Search the data below for the word "paths" and copy each line that holds it.
-- Data for this task follows --
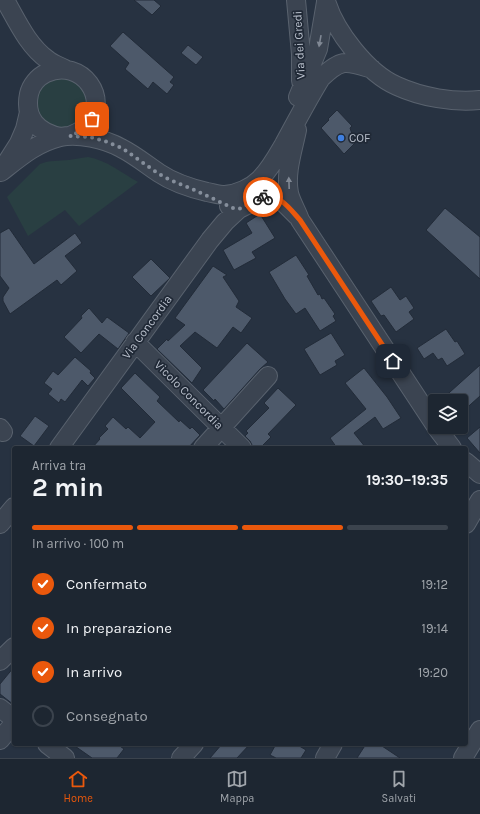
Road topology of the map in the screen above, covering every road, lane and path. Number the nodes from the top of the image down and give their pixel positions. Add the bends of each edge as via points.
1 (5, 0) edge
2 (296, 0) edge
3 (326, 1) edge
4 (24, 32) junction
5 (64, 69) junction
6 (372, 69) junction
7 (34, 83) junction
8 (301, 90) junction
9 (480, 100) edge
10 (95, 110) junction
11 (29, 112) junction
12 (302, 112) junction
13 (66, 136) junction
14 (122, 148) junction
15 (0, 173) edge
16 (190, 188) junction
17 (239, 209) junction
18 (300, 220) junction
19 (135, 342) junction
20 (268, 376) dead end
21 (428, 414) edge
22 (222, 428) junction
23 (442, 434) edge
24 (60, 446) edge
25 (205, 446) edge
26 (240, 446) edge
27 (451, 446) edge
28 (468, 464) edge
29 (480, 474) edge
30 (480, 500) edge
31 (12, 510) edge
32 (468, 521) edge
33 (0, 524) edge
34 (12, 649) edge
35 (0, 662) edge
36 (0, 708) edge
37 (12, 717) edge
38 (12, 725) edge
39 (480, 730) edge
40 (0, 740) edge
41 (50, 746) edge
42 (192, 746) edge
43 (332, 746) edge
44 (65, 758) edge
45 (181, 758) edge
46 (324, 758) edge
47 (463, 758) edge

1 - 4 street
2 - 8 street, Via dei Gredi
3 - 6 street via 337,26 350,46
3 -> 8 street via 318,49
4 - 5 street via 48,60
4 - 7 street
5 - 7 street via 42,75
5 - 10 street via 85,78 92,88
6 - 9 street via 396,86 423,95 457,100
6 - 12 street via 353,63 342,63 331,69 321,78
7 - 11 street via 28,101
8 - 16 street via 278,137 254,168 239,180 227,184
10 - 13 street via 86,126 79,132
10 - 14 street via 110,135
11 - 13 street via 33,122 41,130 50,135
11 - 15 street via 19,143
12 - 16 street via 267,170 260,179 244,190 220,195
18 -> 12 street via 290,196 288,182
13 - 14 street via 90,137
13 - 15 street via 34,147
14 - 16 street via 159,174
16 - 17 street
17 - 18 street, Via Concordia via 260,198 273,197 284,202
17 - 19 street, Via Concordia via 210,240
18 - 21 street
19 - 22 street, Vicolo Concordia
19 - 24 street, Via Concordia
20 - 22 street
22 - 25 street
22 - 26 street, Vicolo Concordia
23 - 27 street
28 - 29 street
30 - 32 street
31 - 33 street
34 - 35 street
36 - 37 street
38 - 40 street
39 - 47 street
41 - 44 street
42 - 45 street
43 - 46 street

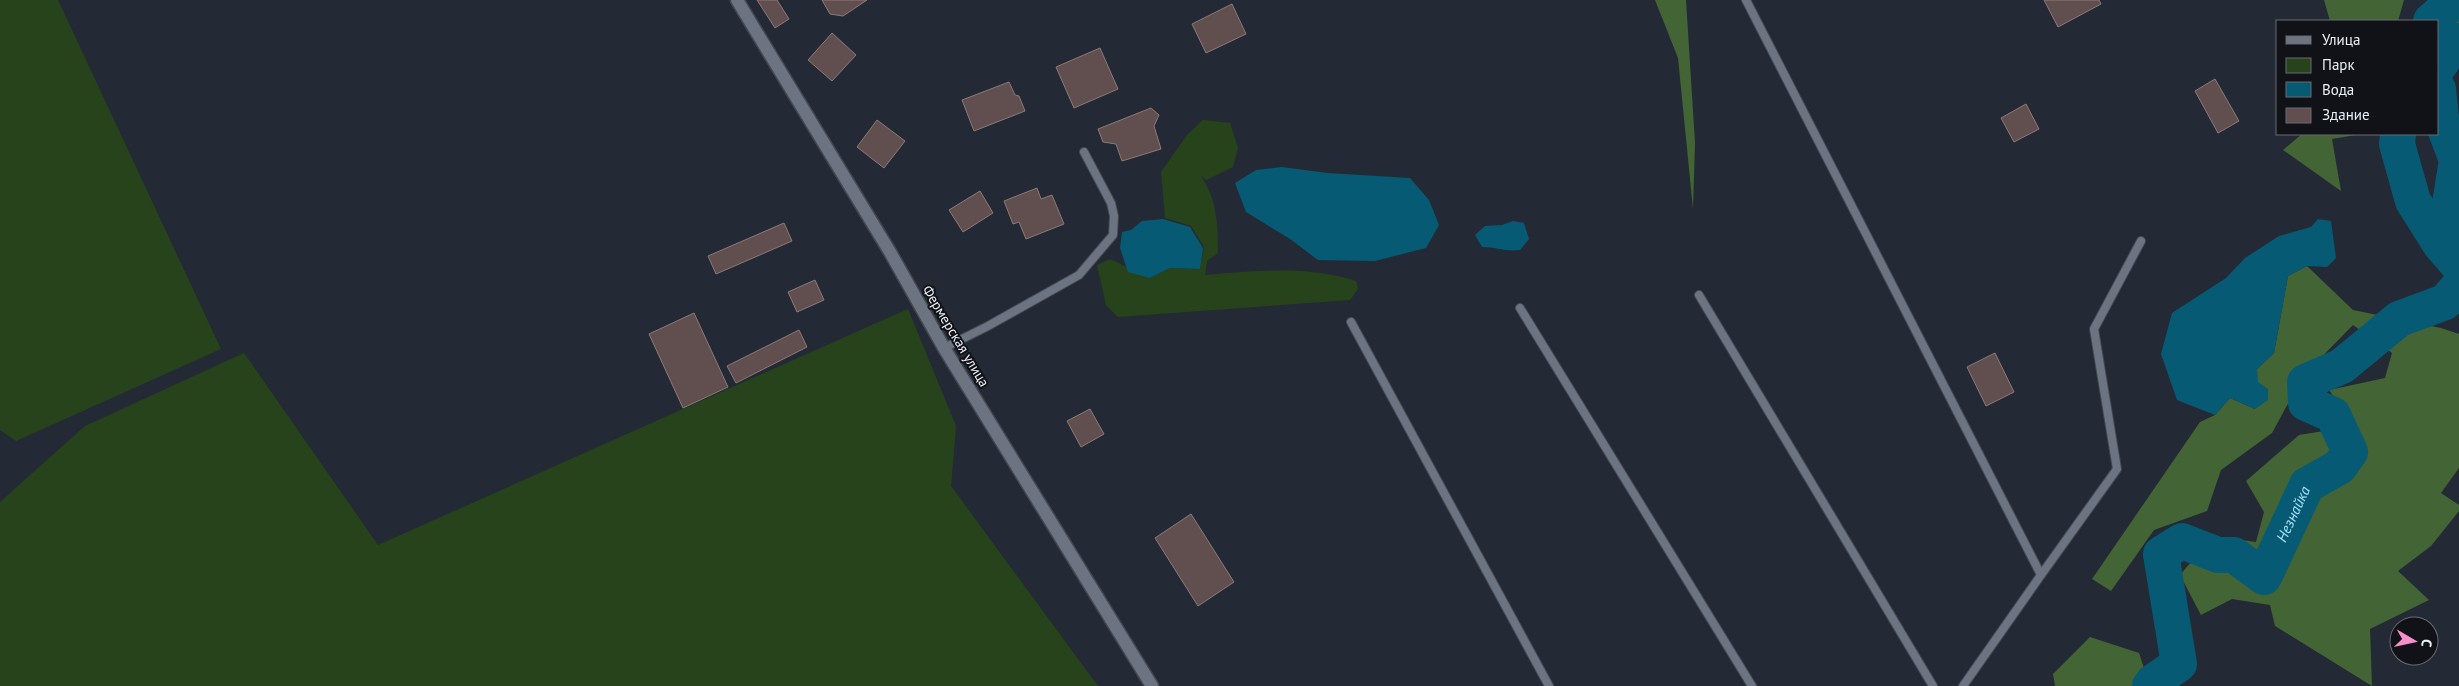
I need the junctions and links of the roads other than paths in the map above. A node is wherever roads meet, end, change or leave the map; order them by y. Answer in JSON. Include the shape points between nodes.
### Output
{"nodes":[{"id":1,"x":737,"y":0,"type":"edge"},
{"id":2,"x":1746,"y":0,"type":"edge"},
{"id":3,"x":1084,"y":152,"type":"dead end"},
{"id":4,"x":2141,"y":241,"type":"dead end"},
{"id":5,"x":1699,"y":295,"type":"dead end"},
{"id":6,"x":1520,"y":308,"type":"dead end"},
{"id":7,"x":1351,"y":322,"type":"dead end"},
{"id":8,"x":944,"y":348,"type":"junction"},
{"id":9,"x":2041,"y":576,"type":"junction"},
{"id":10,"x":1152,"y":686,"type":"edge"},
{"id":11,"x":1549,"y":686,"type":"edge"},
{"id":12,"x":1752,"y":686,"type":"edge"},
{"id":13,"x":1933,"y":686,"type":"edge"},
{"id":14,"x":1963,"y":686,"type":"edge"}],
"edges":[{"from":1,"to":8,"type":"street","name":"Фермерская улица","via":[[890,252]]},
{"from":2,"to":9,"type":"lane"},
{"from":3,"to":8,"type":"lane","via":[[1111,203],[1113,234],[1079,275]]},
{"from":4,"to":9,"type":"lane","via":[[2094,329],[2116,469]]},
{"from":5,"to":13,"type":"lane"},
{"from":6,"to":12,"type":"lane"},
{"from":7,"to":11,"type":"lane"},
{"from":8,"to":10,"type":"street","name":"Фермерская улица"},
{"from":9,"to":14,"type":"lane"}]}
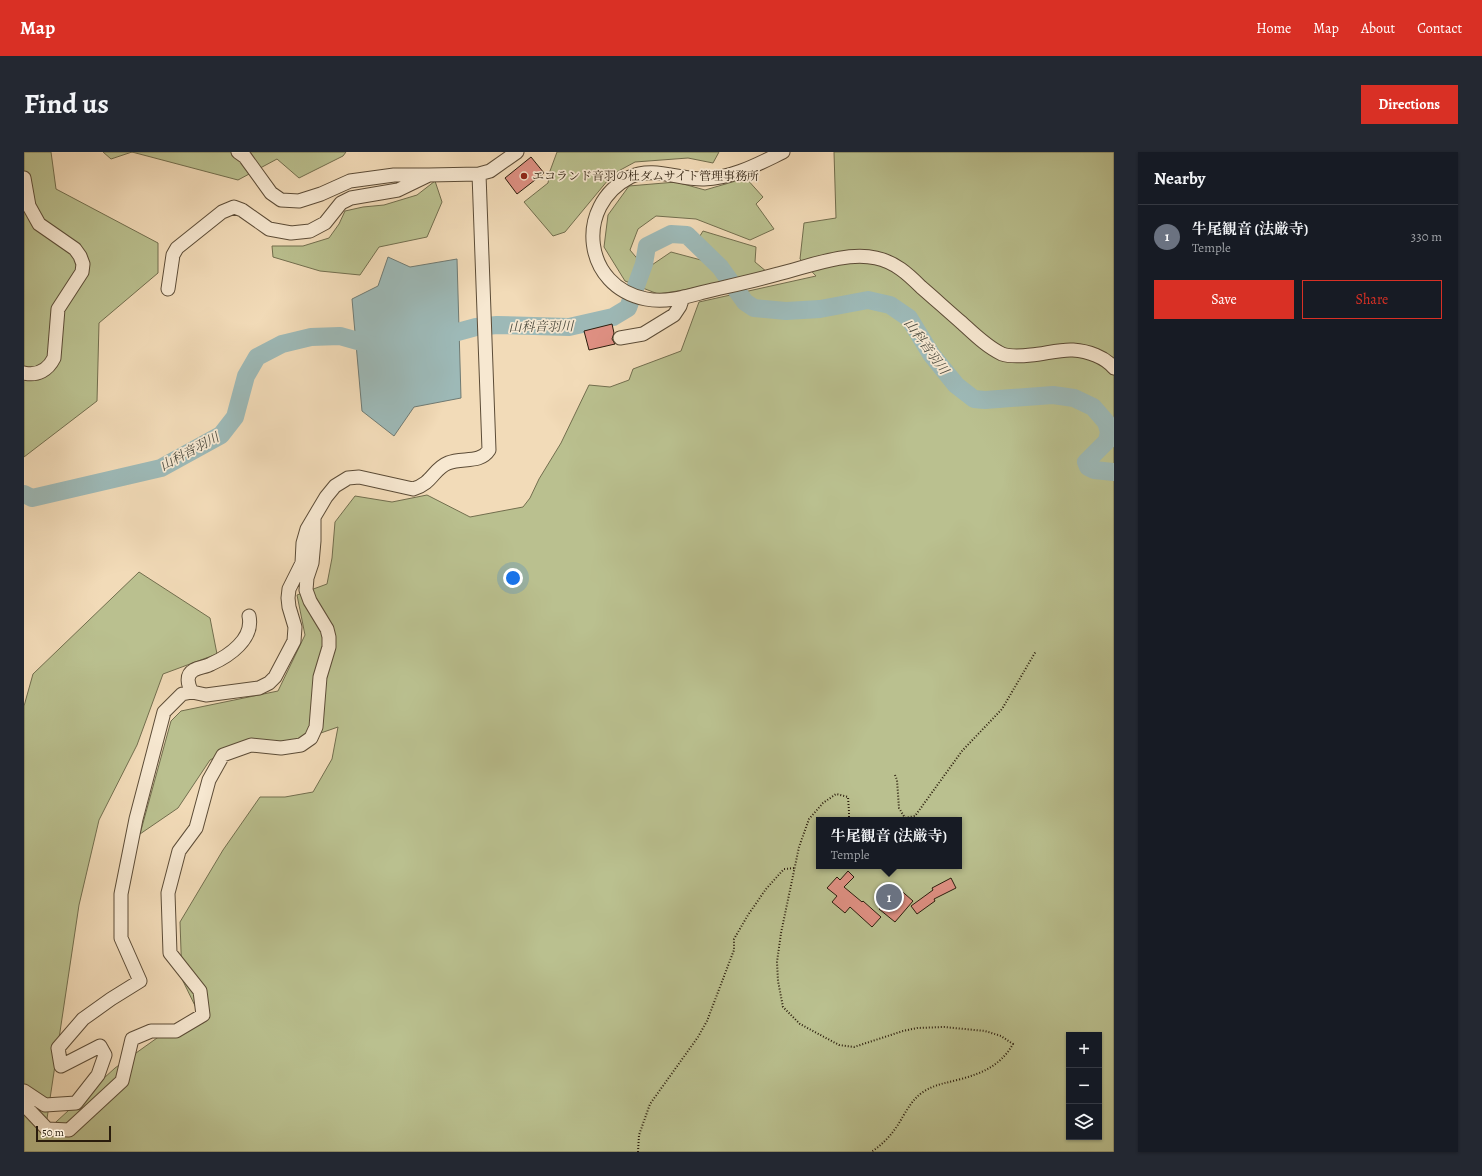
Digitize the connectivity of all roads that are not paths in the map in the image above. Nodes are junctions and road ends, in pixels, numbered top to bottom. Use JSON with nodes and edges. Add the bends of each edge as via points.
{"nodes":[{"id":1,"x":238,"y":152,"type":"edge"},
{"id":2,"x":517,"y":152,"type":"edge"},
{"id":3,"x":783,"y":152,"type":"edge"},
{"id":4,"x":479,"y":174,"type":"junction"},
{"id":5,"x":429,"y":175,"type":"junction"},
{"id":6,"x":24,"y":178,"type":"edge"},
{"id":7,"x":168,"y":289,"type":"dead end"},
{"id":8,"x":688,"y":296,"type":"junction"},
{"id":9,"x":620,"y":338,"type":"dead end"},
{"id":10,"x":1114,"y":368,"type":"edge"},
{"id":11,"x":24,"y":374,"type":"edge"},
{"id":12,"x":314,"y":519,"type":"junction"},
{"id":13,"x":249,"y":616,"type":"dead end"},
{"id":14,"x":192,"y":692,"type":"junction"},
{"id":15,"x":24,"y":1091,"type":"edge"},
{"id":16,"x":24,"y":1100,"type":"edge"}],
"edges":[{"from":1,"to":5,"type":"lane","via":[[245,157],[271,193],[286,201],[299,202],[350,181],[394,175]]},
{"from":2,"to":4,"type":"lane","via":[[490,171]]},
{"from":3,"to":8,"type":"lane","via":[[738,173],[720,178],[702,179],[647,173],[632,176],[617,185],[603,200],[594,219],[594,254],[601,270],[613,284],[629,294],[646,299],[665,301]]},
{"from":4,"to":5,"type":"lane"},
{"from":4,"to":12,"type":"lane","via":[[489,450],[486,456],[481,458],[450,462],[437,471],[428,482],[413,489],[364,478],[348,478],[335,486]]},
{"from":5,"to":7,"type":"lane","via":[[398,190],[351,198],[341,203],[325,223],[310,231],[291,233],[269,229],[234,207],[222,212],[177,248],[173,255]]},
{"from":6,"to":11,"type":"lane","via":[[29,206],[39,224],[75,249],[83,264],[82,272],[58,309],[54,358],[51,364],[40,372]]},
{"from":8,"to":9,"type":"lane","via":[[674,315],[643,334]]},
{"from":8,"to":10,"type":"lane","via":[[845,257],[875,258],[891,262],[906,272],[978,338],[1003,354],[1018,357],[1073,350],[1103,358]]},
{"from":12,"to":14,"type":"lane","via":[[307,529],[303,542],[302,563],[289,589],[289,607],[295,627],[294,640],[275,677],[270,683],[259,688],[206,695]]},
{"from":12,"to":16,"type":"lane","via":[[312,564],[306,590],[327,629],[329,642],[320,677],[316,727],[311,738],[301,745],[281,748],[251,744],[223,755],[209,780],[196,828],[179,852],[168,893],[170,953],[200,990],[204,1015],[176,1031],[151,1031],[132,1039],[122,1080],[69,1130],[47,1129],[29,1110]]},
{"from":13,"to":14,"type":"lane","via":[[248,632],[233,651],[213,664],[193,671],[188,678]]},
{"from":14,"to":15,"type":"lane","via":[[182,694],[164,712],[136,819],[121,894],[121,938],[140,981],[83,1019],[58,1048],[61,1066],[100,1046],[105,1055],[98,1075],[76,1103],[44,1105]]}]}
-- Data for this task concluded --
▸ **Response below**:
I need the junctions and links of the roads other than paths in the map above. A node is wherever roads meet, end, change or leave the map; order them by y. Answer in JSON. Include the shape points between nodes.
Digitize the connectivity of all roads that are not paths in the map in the image above. Nodes are junctions and road ends, in pixels, numbered top to bottom. Use JSON with nodes and edges. Add the bends of each edge as via points.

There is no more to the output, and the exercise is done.